— The task —
Reproduce each line of the entries that carries "routing".

— Available data —
Start of Block

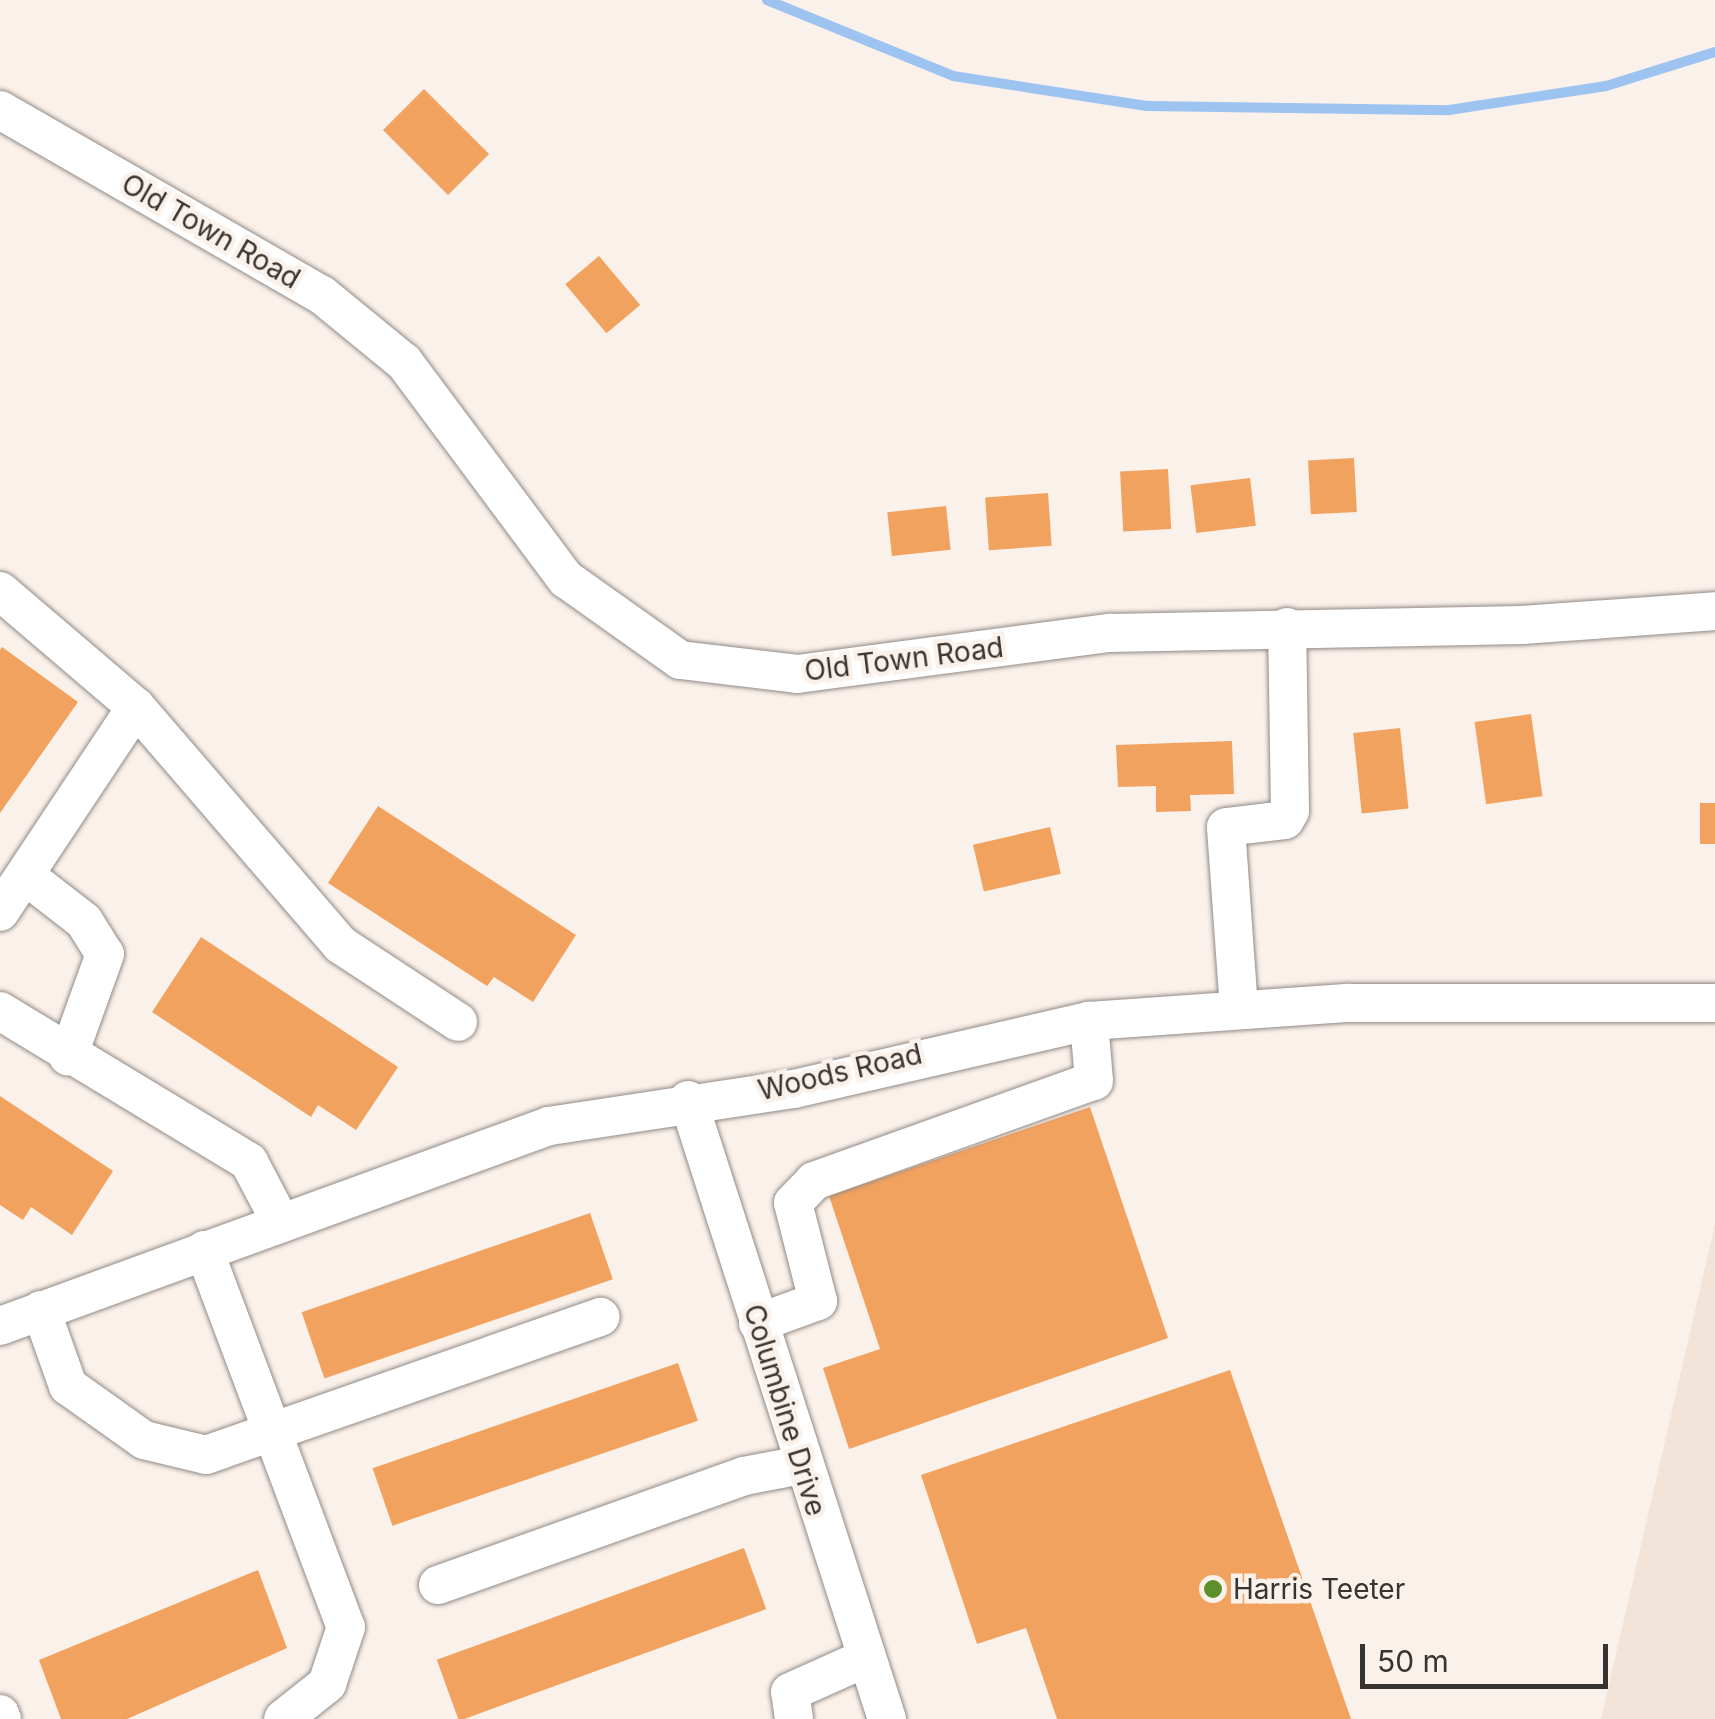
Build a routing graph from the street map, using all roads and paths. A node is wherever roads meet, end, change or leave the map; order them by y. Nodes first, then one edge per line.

End of Block
Start of Block

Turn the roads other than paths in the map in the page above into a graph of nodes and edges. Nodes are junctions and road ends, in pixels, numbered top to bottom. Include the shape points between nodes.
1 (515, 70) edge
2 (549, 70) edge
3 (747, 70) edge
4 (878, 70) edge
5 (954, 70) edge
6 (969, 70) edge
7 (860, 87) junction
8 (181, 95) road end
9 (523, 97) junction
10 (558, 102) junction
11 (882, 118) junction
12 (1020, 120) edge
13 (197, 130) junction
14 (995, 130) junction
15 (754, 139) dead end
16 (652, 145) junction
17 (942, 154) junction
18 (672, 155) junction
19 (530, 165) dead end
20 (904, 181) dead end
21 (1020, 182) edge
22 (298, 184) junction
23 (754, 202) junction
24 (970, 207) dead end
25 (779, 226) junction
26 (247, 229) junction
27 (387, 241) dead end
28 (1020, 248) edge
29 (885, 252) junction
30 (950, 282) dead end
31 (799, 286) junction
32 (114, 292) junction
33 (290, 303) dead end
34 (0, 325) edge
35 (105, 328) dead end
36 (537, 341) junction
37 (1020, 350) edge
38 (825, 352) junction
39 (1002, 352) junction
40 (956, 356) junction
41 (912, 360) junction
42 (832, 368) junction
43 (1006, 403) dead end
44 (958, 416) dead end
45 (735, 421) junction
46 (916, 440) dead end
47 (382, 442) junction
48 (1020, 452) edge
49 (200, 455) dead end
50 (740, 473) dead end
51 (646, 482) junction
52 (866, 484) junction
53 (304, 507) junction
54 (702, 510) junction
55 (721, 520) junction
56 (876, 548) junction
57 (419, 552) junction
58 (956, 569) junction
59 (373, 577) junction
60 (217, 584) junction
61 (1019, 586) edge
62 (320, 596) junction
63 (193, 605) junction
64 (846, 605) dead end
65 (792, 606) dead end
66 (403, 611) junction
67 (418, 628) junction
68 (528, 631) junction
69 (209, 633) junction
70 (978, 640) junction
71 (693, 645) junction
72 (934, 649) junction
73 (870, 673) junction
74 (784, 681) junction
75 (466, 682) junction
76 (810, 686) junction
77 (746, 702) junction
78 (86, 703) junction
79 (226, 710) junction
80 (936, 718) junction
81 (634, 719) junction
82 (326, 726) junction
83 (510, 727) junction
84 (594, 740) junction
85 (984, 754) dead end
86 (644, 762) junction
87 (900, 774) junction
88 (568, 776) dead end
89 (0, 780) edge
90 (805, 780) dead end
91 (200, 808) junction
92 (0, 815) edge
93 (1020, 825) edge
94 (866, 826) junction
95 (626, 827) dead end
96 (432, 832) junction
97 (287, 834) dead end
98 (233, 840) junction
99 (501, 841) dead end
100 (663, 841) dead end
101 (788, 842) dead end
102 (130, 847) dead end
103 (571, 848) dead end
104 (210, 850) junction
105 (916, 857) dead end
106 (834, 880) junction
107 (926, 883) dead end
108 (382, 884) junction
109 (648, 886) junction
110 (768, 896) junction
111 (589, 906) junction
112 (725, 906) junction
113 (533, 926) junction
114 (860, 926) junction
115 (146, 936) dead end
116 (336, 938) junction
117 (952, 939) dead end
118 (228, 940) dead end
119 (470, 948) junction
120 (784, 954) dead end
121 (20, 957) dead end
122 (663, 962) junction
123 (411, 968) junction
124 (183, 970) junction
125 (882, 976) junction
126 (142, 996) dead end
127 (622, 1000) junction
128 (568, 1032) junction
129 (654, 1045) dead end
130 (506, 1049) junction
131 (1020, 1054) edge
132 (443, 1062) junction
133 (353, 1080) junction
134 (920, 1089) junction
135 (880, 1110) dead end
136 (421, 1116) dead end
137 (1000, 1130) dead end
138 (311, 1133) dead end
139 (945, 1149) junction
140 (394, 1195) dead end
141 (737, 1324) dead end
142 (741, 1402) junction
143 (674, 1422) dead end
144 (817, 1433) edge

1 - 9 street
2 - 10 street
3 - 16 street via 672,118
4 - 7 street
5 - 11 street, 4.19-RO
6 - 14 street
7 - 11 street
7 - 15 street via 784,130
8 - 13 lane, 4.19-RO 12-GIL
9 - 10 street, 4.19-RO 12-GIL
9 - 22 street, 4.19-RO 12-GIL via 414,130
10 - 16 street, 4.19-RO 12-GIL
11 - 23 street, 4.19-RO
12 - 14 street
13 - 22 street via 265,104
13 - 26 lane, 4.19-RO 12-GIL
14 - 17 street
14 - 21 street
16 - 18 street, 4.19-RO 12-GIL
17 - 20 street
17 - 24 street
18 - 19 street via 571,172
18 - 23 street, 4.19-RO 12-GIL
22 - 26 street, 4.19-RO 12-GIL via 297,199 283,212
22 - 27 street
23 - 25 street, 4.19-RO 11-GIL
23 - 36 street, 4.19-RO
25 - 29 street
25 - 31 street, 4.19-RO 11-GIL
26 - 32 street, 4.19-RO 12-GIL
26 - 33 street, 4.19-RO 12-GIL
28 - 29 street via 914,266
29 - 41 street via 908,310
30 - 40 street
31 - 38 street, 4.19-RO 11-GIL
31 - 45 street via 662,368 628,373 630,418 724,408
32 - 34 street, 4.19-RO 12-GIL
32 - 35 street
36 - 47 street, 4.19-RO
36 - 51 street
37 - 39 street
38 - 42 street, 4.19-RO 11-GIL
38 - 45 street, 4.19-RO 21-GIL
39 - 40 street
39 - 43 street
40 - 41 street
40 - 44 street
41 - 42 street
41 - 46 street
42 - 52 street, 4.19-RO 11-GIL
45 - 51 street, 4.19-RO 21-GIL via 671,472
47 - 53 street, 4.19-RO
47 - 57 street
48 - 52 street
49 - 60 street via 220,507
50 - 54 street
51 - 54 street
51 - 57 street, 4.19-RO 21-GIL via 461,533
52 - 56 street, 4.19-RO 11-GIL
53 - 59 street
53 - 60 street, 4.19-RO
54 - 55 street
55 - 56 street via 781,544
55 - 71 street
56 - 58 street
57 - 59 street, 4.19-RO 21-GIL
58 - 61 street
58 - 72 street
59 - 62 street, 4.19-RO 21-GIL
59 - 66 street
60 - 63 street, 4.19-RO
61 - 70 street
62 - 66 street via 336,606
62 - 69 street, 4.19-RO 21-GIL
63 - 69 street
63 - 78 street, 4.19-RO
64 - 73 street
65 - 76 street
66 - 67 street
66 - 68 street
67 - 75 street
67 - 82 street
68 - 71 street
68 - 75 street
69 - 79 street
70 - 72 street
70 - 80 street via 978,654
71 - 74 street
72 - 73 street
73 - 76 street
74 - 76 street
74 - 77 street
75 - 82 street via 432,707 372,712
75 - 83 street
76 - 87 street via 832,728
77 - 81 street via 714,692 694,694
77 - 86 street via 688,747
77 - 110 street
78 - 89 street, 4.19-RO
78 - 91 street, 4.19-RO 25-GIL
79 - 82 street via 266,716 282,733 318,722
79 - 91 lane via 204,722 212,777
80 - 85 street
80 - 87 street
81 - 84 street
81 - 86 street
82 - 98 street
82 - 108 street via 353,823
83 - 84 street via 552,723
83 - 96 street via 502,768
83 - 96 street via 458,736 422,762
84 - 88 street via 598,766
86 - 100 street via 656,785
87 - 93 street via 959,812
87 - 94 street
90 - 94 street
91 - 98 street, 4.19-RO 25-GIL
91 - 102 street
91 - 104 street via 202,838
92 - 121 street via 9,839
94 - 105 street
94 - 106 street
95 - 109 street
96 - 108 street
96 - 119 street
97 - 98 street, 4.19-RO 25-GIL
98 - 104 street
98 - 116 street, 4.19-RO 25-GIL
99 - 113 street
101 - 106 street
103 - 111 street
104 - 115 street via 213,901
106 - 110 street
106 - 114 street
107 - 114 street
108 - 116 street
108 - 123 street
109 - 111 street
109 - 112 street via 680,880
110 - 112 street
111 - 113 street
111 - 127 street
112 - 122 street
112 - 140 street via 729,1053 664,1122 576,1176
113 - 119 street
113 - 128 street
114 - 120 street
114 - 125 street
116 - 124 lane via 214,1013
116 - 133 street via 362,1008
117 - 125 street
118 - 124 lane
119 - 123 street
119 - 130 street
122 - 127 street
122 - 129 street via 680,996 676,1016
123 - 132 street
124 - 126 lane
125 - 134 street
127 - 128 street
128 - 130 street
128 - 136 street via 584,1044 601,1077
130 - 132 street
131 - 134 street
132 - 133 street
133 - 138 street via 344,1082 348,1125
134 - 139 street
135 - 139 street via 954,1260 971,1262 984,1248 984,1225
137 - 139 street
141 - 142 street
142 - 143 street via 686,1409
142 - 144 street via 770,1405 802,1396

End of Block
Start of Block

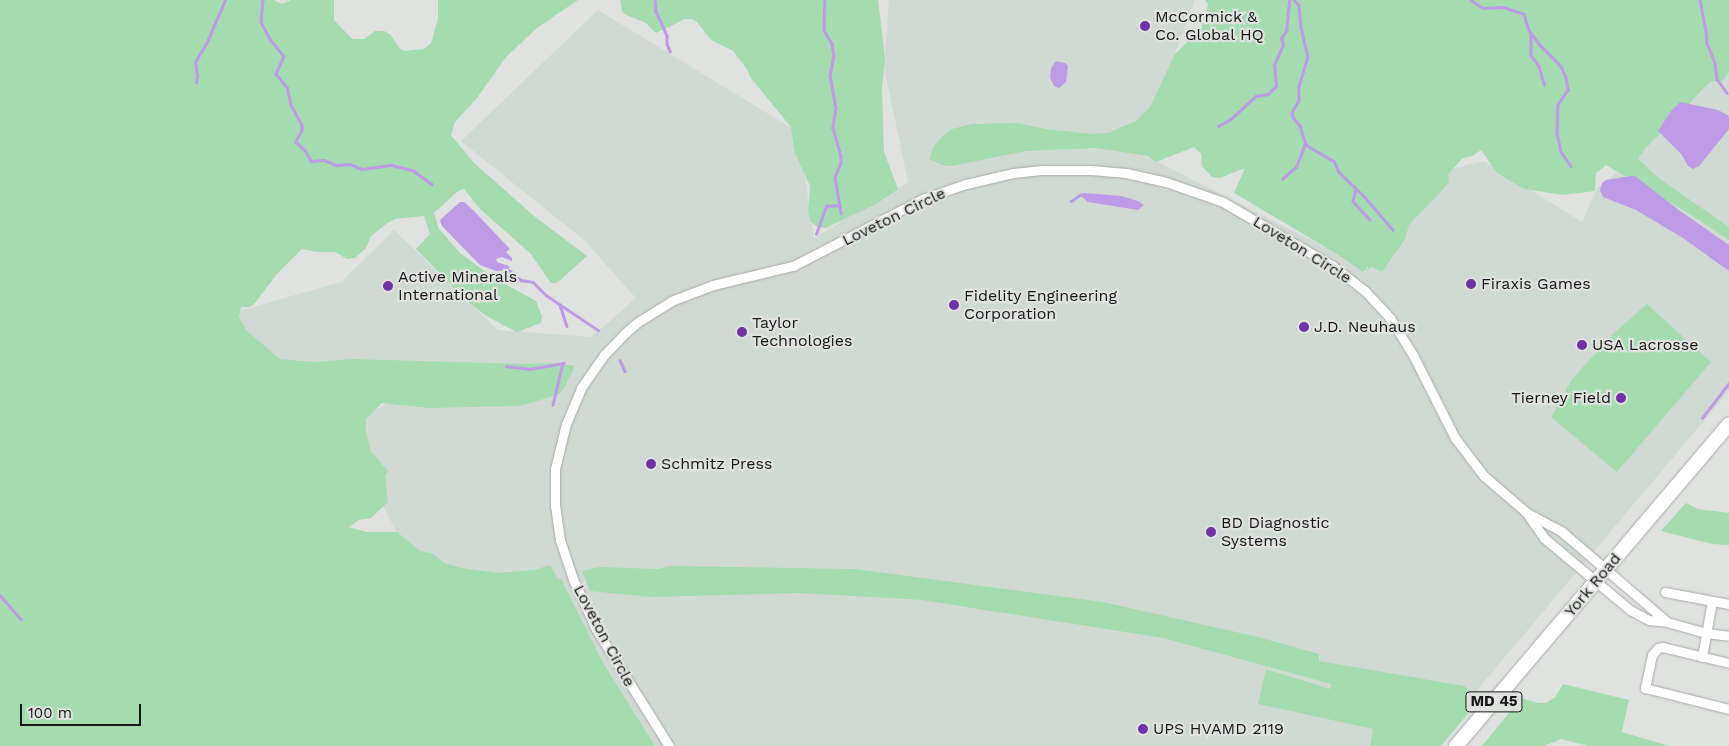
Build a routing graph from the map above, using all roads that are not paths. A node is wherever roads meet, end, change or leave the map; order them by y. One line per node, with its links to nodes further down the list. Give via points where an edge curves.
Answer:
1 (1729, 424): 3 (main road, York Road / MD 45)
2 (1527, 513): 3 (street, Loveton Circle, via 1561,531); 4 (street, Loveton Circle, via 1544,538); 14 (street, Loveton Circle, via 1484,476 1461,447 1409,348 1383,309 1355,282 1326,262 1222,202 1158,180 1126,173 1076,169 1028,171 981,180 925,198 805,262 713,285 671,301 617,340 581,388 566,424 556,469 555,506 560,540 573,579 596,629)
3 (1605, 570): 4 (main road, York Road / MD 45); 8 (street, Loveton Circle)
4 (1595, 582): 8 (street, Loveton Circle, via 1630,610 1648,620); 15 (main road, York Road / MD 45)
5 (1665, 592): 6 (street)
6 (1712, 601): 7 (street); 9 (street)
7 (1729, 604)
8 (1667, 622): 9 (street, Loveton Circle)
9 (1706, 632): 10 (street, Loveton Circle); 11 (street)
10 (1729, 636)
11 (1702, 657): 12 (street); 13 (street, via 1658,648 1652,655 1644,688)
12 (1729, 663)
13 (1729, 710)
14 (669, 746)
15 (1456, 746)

End of Block

— Reply —
Build a routing graph from the street map, using all roads and paths. A node is wherever roads meet, end, change or leave the map; order them by y. Nodes first, then one edge per line.
Build a routing graph from the map above, using all roads that are not paths. A node is wherever roads meet, end, change or leave the map; order them by y. One line per node, with its links to nodes further down the list. Give via points where an edge curves.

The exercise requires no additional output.